Break down how machine learning models are built into five steps: 
1. [Acquire and Explore Data](#Data)
2. [Data preparation and exploration](#analysis)
3. Model build and train 
4. Interpret and Communicate
5. Implement, Document, and Maintain


![Machine Learning Lifecycle](images\ml-lifecycle.png)


## Setup

In [None]:
import os
import glob
import pandas as pd
import numpy as np
import filenames
import missingno as msno
import matplotlib.pyplot as plt

pd.set_option('display.max_rows', 500, 'display.max_columns', 500,
              'display.width', 1000)

## Data

1. Data Collection — Collect as much raw data as possible regardless of quality In the end, only a small subset of it will be annotated anyway which is where most of the cost comes from. It is useful to have a lot of data available to add as needed when problems arise with model performance.

2. Define your annotation schema — This is one of the most important parts of the data phase of the lifecycle, and it often gets overlooked.
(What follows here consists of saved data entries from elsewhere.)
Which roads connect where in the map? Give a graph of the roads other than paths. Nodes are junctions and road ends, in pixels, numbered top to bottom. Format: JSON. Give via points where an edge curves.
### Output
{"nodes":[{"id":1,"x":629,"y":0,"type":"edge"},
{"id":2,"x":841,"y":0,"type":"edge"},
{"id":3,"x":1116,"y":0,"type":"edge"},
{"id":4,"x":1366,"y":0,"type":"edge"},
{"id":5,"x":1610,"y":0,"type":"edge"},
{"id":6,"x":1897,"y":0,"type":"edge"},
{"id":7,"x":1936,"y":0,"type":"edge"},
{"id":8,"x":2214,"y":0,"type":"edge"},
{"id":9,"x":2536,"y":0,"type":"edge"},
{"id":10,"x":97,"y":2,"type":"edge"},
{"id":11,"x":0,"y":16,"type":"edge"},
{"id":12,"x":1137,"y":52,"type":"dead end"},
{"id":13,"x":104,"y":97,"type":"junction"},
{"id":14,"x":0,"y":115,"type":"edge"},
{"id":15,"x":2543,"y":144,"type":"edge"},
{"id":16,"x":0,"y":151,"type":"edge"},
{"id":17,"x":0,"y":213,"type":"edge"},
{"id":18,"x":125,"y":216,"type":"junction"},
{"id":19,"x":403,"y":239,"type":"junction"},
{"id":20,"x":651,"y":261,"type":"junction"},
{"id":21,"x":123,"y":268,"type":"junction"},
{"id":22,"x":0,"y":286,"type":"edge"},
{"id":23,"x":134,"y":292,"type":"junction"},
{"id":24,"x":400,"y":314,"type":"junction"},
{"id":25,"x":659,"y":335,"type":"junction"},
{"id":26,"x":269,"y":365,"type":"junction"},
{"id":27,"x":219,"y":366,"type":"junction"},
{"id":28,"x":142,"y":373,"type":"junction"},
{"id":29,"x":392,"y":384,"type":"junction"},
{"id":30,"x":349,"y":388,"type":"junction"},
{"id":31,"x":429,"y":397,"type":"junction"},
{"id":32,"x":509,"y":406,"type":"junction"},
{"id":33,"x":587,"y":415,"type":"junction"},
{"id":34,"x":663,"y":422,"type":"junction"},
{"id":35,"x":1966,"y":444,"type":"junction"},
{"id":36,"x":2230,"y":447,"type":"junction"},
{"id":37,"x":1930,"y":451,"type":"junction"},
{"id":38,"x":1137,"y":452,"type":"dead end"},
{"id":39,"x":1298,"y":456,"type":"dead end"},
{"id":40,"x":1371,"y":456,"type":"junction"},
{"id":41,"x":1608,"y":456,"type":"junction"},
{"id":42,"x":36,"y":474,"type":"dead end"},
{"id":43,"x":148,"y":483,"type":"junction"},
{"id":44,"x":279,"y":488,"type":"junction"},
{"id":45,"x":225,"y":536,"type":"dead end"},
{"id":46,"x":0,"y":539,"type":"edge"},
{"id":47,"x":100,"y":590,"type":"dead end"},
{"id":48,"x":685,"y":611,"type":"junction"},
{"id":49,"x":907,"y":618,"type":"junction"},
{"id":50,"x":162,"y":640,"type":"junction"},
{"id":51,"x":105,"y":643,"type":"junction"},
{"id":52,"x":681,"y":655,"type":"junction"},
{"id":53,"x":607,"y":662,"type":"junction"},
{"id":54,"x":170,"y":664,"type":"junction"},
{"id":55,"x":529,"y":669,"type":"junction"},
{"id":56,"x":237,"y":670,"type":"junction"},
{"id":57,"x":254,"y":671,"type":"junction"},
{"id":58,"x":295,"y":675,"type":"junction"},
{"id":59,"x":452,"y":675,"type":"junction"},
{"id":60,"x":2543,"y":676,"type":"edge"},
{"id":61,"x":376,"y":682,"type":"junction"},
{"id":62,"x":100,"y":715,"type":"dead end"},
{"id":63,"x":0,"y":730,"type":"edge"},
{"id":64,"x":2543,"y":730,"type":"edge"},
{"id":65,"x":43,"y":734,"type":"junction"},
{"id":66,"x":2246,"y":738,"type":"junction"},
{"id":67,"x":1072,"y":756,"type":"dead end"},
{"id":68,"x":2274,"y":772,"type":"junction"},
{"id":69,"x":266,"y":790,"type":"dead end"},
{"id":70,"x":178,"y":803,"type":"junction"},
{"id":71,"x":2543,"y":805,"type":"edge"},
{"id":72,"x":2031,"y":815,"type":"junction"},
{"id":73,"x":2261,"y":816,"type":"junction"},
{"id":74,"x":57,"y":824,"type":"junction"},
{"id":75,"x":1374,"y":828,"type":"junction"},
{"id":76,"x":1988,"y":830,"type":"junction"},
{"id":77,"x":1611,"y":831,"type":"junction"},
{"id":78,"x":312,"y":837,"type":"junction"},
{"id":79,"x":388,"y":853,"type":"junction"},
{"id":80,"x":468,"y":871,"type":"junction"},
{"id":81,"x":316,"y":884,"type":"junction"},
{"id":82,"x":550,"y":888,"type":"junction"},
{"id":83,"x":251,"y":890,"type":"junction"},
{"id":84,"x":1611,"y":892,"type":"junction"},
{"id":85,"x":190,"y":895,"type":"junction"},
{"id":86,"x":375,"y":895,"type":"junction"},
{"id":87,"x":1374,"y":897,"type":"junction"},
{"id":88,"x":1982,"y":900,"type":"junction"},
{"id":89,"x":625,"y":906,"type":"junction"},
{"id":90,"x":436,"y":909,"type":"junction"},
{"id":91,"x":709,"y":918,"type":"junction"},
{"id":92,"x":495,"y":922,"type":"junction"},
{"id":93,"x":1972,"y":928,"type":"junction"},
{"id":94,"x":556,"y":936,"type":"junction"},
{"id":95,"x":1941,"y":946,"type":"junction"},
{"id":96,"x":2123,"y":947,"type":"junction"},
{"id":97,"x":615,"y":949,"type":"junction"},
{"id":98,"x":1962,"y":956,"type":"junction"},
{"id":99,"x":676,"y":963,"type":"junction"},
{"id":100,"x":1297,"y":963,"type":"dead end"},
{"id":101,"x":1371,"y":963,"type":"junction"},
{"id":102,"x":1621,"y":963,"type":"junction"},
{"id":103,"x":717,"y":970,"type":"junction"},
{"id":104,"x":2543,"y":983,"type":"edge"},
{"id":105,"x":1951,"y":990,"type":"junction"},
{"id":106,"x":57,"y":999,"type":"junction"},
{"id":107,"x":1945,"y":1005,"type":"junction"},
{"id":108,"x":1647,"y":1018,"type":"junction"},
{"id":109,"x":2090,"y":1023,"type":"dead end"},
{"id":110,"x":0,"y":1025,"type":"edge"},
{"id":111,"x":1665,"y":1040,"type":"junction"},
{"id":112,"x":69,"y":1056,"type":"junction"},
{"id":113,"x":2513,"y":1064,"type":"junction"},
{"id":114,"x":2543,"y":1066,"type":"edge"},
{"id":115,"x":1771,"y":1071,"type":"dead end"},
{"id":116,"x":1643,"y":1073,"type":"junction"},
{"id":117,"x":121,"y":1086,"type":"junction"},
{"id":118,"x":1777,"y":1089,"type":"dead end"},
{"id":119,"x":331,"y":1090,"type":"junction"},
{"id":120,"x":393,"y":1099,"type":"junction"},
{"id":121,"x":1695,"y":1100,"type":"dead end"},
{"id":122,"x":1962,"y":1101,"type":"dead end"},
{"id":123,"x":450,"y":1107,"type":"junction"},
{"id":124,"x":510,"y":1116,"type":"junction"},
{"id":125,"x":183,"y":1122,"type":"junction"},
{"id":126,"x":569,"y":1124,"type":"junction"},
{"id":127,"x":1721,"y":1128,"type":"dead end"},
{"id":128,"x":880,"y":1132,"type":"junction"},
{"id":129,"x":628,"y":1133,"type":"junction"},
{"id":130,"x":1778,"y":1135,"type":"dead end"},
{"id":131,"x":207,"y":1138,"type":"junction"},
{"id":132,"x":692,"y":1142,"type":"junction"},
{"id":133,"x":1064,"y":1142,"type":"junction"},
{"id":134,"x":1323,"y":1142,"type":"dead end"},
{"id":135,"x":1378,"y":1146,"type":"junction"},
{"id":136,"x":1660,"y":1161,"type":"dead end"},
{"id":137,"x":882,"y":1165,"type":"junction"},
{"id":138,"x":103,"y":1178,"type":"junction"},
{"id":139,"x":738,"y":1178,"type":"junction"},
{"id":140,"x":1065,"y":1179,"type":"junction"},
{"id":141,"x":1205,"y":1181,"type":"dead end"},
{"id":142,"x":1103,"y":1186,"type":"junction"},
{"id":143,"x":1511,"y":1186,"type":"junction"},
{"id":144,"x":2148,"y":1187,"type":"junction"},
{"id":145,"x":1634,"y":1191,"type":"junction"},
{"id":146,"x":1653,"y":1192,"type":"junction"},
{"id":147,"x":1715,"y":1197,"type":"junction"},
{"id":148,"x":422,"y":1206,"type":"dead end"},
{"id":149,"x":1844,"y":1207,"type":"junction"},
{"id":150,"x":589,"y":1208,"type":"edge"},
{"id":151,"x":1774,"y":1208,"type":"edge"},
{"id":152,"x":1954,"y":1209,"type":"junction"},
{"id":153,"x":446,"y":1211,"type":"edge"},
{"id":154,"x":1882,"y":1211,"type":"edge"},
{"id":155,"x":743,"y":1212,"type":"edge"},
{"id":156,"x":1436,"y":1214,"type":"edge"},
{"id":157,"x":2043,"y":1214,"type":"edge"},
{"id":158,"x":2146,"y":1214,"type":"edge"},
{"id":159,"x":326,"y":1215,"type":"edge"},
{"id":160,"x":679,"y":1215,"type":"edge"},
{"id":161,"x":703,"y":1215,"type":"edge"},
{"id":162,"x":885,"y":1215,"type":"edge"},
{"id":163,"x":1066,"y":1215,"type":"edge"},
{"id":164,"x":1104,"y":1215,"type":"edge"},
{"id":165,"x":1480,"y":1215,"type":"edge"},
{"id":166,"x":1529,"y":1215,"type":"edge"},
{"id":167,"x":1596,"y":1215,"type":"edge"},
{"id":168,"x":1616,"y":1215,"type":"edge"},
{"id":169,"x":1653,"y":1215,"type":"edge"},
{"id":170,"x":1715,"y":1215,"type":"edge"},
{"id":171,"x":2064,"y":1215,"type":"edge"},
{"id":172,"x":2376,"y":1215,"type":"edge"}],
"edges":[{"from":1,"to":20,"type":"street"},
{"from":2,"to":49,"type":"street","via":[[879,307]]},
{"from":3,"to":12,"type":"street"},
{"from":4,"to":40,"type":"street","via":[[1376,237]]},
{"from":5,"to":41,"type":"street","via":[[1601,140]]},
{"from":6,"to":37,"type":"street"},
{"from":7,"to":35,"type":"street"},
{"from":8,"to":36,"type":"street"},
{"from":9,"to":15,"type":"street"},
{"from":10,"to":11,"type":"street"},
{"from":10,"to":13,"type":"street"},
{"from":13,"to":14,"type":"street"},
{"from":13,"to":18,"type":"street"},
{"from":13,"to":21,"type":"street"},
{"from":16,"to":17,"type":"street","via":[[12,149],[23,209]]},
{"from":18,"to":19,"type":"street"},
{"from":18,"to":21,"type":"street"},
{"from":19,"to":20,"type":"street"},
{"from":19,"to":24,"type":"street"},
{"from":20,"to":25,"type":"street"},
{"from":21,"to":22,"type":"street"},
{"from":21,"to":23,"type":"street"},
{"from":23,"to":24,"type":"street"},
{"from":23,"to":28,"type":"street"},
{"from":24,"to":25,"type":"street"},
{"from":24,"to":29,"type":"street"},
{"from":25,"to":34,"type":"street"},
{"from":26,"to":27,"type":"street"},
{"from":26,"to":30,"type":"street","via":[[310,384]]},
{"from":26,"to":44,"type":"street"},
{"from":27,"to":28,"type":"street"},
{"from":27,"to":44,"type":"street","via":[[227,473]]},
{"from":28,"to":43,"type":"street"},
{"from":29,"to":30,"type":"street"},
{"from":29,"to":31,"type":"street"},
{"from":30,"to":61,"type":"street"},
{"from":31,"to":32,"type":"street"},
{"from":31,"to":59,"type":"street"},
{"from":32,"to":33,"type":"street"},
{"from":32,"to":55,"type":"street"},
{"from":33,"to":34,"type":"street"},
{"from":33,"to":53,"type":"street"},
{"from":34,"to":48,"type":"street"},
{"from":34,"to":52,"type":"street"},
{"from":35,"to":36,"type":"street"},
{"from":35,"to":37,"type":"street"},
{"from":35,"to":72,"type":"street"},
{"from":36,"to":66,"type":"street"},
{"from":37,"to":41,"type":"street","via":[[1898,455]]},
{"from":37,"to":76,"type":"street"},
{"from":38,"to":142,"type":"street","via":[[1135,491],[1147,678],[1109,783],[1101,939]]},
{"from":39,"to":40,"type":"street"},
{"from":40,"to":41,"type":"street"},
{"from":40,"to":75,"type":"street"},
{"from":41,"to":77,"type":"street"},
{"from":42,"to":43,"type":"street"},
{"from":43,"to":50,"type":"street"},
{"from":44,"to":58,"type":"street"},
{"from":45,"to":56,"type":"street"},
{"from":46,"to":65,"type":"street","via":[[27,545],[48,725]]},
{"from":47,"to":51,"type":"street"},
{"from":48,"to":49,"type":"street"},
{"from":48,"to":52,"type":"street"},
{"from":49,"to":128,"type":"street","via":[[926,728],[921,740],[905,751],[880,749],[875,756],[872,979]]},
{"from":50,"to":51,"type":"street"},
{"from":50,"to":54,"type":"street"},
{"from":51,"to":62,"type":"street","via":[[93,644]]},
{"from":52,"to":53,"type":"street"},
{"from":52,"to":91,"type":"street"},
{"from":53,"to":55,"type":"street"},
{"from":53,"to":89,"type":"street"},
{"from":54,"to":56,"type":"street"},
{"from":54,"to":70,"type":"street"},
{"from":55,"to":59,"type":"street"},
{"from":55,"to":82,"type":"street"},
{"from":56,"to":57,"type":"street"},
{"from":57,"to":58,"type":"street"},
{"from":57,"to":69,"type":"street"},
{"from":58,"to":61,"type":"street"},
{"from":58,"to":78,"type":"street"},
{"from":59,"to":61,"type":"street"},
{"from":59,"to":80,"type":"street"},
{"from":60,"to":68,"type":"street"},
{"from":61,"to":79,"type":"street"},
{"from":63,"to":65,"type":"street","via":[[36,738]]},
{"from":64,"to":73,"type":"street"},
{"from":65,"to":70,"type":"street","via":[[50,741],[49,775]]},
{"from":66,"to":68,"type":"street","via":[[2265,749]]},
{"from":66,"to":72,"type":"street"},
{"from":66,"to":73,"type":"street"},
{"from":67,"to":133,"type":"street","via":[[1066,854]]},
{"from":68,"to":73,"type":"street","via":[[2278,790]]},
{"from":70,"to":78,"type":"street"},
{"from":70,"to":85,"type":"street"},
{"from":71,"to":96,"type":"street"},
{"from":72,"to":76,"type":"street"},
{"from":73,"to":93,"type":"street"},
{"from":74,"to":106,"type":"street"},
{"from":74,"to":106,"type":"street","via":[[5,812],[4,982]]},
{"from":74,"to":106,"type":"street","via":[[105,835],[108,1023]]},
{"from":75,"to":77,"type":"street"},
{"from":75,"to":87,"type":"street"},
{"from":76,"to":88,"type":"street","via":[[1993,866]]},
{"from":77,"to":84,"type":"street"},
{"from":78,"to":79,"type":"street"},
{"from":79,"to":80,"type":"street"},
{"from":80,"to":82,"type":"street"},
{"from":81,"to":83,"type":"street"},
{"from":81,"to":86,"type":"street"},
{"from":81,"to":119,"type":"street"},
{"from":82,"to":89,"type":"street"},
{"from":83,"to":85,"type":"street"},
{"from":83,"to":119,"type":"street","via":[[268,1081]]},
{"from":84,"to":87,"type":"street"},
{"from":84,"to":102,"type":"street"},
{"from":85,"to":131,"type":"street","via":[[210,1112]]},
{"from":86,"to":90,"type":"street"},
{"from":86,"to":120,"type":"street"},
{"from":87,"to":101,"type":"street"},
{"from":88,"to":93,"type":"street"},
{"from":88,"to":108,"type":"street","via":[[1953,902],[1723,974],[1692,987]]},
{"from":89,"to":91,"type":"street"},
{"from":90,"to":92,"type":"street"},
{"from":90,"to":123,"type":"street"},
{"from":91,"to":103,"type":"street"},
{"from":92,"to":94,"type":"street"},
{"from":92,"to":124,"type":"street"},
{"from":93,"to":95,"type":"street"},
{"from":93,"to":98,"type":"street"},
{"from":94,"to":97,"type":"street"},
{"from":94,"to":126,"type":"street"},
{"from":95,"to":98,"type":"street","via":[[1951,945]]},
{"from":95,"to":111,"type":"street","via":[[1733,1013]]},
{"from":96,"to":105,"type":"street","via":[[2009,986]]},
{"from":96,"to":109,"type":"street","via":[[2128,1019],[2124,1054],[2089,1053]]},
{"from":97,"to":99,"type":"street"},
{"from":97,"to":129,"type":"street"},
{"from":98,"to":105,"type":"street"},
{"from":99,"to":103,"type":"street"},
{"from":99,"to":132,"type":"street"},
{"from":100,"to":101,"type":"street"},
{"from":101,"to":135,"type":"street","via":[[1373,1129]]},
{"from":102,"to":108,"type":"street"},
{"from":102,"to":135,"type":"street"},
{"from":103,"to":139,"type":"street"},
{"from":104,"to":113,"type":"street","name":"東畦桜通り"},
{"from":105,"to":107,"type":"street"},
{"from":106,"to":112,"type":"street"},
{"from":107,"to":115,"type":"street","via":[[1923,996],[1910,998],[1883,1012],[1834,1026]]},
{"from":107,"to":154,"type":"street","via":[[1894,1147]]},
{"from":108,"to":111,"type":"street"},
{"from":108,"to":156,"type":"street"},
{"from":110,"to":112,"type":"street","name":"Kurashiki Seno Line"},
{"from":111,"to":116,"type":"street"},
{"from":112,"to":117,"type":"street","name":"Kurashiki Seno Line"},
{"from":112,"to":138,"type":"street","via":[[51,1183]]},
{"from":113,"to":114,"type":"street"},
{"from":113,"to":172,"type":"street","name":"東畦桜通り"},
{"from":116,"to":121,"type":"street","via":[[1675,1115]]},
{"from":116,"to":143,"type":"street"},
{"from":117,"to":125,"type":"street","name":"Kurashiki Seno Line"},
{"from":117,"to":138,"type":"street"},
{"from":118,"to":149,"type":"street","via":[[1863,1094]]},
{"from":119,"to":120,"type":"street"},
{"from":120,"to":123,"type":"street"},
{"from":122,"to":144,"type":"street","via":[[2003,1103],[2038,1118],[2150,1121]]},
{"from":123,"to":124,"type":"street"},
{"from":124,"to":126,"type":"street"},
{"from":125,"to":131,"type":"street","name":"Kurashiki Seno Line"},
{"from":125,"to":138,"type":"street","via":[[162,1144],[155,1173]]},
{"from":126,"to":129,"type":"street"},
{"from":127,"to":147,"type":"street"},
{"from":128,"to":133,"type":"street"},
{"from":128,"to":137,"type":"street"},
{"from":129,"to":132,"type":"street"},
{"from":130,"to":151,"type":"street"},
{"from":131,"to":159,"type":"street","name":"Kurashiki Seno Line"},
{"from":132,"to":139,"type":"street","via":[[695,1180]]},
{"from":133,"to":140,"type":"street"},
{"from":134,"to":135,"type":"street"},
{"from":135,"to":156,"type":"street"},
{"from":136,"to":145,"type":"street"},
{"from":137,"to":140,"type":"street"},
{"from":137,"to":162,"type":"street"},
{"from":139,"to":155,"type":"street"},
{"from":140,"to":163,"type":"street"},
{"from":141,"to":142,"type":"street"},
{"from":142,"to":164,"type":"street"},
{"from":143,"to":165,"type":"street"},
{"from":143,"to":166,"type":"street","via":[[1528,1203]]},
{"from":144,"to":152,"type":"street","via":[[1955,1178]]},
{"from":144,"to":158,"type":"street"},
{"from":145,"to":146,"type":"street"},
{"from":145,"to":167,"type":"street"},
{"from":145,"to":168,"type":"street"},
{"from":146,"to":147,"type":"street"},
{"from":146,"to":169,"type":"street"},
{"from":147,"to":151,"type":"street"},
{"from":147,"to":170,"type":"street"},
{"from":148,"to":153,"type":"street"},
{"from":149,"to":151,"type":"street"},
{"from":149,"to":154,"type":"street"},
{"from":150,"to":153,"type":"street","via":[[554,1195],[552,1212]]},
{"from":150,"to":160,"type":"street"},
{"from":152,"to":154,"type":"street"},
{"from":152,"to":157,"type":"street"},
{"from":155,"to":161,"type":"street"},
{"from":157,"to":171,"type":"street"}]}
A poorly constructed annotation schema will result in ambiguous classes and edge cases that make it much more difficult to train a model.

3. Data Annotation—Annotation is a tedious process of performing the same task on and on for hours at a time, which is why annotation services are a booming business. The result is that annotators will likely make numerous mistakes. While most annotation firms guarantee a maximum error percentage (ex. 2% max error), a larger problem is a poorly defined annotation schema resulting in annotators deciding to label samples differently. This is harder to spot by the QA team of an annotation firm and is something that you need to check yourself.

4. Improve dataset and annotations — You will likely spend the majority of your time here when trying to improve model performance. If your model is learning but not performing well, the culprit is almost always a training dataset containing biases and mistakes that are creating a performance ceiling for your model. Improving your model generally involves things like hard sample mining (adding new training data similar to other samples the model failed on), rebalancing your dataset based on biases your model has learned, and updating your annotations and schema to add new labels and refine existing ones.

### You use glob to get all the csv files in the raw data folder.

In [None]:
profile_files = filenames.profile_folder_path.glob(os.path.join("*.csv"))

profile_appended_data = []
# loop over the list of csv files
for f in profile_files:
    data = pd.read_csv(f)
    profile_appended_data.append(data)
#profile_appended_data

df = pd.concat(profile_appended_data)
df.reset_index(drop=True, inplace=True)

#### Drop duplicate userid

In [None]:
df = df.drop_duplicates(subset=['userid'], keep='last').reset_index(drop=True)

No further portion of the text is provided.